> Exercise prompt
If a line in the data has the string "numbered", please show it.

> Given data
□ □ □

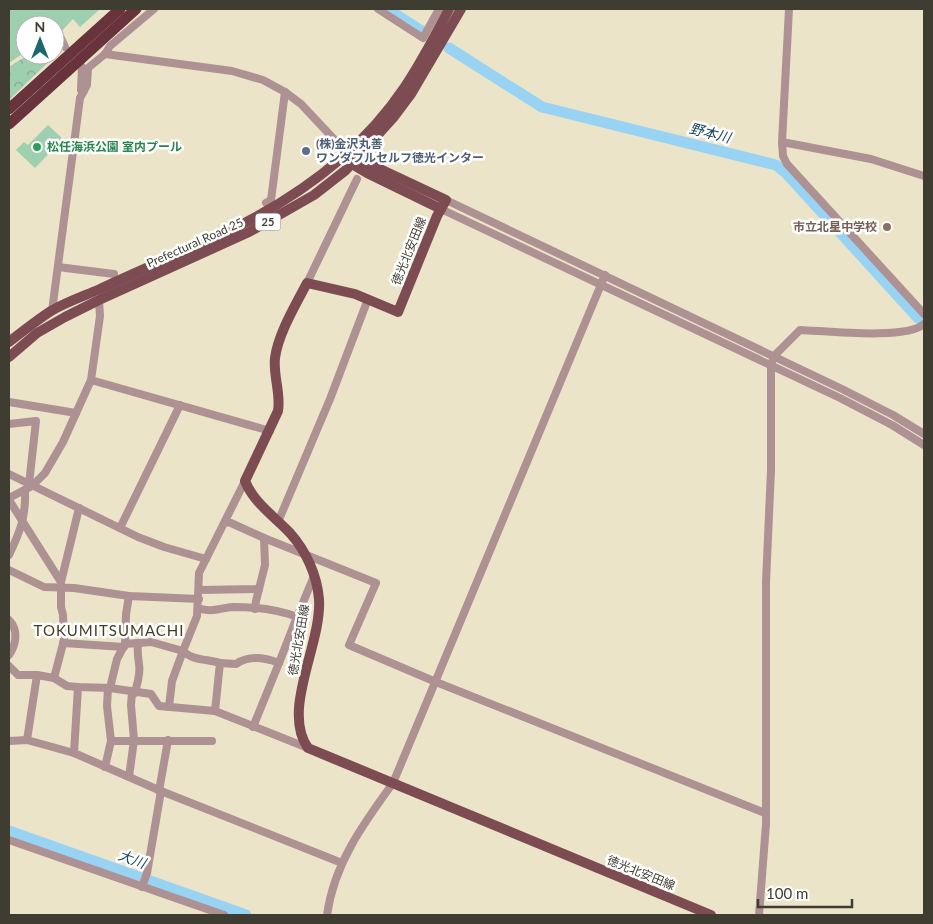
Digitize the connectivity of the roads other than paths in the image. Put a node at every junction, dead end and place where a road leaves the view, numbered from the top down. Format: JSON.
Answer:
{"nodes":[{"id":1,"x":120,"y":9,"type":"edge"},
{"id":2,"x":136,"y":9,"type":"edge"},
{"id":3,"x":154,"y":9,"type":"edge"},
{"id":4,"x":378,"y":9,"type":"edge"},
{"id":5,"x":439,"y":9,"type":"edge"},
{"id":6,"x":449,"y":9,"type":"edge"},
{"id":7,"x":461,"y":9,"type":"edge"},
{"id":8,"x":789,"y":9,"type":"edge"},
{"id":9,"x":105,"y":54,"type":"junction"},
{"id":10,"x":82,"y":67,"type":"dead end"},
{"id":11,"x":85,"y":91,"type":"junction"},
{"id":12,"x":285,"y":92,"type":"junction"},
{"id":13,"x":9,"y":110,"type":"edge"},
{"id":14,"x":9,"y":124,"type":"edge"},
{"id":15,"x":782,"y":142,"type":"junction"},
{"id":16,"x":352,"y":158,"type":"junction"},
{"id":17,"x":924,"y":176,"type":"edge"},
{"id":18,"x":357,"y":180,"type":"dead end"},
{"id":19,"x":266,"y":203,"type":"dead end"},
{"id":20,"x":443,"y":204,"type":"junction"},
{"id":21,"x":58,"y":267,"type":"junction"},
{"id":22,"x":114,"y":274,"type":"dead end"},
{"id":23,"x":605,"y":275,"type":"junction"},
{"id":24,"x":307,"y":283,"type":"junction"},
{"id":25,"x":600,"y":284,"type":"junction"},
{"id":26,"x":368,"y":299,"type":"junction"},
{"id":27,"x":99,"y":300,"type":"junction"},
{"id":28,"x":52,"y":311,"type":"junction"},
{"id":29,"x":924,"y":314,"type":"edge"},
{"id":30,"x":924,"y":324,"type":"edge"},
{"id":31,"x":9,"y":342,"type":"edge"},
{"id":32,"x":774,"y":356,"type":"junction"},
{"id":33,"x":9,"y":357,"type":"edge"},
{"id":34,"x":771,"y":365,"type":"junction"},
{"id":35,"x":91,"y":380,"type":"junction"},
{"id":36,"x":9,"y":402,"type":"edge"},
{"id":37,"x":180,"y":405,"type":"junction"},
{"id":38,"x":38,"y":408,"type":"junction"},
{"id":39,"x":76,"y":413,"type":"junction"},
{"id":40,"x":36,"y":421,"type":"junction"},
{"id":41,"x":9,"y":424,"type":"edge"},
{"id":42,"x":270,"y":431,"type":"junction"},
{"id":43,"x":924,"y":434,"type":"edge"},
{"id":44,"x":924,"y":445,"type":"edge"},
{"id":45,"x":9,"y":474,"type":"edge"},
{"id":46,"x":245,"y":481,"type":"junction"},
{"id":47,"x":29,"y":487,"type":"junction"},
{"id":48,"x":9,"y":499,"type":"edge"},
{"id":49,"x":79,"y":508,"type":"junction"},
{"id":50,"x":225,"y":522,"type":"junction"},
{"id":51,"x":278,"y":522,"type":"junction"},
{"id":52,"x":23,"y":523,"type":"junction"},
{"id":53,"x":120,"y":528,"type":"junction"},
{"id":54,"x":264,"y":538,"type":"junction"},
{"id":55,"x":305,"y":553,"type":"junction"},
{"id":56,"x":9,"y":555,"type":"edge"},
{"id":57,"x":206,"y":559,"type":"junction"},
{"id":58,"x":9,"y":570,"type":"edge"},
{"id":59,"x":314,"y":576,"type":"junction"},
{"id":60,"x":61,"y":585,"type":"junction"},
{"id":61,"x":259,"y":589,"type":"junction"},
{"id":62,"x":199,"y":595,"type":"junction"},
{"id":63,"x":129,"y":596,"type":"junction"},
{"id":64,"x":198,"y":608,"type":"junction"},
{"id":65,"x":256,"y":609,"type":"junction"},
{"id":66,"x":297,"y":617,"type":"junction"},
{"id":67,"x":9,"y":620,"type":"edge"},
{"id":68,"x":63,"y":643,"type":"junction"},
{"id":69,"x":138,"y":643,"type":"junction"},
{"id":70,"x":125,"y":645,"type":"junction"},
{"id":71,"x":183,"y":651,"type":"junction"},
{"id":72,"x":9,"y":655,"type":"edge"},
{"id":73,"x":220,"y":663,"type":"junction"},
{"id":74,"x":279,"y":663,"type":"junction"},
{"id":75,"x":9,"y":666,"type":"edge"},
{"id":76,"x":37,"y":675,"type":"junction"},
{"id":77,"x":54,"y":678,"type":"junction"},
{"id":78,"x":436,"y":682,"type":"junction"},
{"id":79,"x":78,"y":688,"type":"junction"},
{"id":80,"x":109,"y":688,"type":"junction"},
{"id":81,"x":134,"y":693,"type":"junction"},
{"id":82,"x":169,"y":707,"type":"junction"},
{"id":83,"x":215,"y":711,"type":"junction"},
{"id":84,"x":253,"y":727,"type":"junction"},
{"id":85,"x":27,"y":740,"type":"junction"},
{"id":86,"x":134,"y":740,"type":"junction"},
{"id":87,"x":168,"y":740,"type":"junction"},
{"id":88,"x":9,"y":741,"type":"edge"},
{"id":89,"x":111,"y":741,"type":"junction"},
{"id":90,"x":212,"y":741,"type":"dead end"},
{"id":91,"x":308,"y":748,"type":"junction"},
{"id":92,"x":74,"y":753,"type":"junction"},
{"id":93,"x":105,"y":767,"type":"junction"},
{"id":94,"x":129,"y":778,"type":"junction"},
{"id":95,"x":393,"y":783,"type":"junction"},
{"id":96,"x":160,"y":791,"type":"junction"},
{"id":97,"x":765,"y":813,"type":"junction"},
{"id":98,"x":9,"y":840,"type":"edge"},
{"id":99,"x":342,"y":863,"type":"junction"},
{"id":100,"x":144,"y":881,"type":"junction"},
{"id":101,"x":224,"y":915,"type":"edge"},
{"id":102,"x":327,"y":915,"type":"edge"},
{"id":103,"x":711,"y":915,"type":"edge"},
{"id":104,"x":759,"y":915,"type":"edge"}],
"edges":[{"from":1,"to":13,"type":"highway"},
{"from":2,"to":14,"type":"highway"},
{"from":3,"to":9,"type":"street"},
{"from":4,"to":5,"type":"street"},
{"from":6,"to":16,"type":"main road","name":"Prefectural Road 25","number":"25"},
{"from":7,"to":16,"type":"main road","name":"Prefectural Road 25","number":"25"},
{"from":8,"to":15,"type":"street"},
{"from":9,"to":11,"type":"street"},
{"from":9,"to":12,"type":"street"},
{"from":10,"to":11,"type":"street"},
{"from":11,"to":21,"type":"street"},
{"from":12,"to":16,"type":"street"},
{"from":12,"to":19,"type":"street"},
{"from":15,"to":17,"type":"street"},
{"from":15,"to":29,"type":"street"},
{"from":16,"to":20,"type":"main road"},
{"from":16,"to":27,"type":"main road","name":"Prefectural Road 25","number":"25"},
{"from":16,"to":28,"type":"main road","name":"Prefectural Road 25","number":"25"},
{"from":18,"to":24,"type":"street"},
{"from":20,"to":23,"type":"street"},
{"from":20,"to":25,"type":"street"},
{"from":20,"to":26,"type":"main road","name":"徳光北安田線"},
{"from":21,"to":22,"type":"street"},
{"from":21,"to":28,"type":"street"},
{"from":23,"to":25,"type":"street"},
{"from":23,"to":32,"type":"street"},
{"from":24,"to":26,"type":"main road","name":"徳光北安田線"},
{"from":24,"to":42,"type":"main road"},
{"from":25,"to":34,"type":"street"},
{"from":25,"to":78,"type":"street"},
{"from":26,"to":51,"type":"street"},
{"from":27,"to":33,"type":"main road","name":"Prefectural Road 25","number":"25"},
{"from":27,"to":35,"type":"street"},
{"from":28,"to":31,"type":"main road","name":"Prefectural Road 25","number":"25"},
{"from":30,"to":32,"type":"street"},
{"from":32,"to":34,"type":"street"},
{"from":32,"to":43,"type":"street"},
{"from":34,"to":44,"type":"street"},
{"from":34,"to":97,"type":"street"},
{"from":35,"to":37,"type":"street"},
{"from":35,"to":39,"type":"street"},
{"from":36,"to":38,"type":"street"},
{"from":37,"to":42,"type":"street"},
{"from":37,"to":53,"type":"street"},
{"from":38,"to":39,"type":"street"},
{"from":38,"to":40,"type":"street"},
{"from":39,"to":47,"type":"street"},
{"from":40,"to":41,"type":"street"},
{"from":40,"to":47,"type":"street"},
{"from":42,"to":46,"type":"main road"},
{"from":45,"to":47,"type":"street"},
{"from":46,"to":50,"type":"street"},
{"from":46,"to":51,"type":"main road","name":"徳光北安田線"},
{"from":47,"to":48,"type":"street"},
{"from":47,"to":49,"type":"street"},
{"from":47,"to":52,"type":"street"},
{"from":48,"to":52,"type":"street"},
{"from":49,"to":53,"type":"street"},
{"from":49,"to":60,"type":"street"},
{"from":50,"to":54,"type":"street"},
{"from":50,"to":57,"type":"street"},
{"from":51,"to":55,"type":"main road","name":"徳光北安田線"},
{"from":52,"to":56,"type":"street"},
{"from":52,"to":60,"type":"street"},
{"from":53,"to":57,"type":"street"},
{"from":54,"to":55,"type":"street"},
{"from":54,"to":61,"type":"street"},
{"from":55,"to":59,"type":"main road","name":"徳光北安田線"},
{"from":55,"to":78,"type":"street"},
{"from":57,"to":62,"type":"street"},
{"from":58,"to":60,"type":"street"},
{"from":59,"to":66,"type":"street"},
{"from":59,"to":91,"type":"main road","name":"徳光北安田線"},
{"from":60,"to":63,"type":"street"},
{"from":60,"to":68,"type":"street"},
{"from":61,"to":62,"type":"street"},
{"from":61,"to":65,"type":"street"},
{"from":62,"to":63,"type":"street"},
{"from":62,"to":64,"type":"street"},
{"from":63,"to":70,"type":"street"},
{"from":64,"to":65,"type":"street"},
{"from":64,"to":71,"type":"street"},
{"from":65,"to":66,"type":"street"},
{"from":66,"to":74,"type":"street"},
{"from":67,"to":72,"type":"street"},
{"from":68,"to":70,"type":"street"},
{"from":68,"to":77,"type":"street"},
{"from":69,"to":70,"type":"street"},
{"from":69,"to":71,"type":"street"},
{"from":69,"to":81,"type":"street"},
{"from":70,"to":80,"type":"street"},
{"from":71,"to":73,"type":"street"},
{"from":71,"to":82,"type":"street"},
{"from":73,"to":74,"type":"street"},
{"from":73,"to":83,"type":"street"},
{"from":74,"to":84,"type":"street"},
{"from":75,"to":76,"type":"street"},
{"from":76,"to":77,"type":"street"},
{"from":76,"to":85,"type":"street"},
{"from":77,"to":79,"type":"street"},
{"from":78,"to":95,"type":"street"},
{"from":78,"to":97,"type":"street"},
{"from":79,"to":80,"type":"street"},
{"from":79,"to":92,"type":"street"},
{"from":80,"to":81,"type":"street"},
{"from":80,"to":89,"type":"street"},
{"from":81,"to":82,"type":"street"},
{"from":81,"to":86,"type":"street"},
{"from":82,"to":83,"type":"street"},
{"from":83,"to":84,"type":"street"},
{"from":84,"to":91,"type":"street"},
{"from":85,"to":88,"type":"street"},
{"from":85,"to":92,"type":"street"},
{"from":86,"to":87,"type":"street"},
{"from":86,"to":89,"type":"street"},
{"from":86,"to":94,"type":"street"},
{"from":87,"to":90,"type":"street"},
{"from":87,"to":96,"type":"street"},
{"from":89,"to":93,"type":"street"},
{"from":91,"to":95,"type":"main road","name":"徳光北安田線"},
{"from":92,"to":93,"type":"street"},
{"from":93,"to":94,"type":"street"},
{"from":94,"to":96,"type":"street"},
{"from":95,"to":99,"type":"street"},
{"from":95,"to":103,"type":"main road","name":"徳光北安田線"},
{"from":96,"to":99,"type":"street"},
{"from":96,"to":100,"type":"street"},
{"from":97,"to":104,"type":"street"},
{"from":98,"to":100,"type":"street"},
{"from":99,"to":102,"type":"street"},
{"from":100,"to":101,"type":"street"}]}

□ □ □

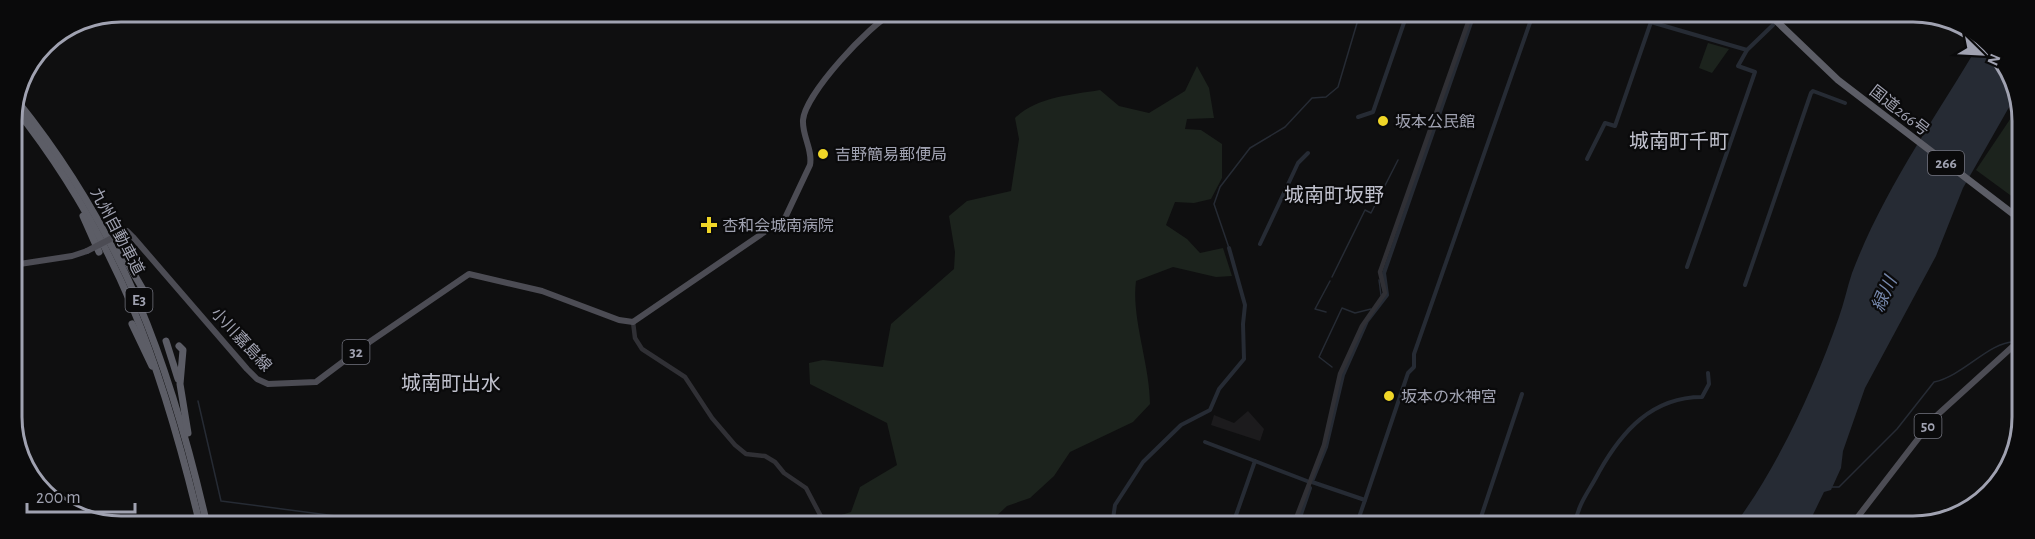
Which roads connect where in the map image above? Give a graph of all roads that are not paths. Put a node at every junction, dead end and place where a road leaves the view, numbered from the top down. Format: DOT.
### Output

□ □ □

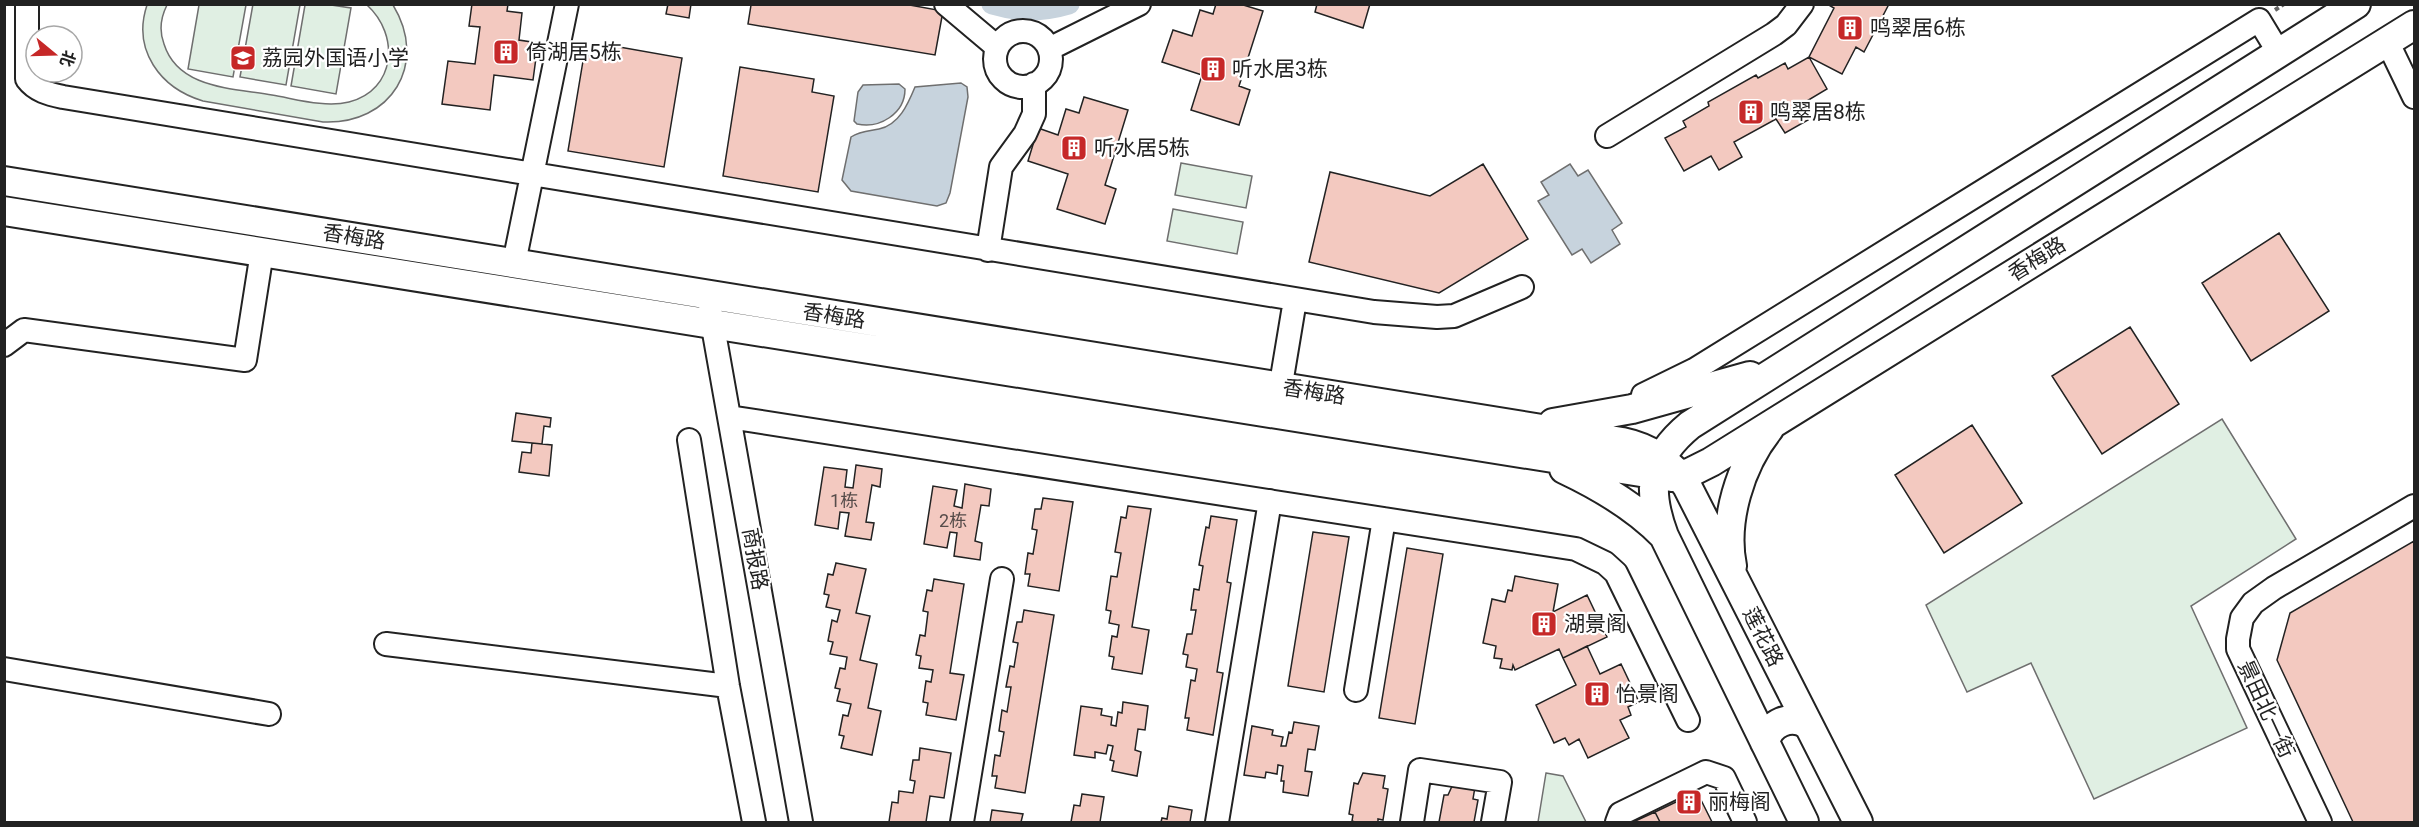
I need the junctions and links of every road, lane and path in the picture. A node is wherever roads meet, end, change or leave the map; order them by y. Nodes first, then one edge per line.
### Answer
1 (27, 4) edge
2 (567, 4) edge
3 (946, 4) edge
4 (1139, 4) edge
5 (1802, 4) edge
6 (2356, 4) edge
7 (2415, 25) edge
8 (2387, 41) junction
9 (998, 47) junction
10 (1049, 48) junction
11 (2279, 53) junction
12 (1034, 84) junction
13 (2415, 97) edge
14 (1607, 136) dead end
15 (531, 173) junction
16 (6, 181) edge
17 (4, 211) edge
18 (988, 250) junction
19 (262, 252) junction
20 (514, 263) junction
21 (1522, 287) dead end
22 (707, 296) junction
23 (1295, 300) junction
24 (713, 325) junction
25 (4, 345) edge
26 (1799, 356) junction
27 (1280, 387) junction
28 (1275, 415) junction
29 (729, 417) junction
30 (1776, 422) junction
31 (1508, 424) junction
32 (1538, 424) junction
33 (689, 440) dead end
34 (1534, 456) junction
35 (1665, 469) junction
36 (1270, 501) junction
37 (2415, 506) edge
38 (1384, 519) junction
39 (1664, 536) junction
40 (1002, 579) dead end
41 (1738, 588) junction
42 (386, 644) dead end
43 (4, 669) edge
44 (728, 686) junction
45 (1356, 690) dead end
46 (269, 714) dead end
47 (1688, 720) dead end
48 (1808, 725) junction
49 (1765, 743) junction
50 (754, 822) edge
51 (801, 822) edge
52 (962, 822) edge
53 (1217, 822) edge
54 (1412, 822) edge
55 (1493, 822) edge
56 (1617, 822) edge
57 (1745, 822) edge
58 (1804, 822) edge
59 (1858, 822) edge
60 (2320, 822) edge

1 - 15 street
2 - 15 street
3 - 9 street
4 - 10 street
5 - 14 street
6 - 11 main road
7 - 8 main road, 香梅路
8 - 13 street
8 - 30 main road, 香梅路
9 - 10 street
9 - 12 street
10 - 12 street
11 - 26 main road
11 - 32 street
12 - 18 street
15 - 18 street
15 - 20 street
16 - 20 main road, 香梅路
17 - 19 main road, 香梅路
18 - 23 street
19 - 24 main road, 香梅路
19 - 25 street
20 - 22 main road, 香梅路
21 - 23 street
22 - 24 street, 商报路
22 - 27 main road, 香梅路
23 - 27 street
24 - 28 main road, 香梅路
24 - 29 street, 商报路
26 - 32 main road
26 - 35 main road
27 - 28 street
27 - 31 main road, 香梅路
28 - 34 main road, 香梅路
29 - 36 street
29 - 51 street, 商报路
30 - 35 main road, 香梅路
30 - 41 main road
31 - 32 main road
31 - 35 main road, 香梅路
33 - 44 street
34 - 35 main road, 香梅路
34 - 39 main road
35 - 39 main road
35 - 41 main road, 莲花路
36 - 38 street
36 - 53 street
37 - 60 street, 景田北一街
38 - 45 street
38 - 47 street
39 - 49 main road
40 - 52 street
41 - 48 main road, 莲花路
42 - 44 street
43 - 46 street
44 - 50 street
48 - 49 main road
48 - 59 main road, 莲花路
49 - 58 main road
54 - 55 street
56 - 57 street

□ □ □

> Written solution
Digitize the connectivity of the roads other than paths in the image. Put a node at every junction, dead end and place where a road leaves the view, numbered from the top down. Format: JSON.
Which roads connect where in the map image above? Give a graph of all roads that are not paths. Put a node at every junction, dead end and place where a road leaves the view, numbered from the top down. Format: DOT.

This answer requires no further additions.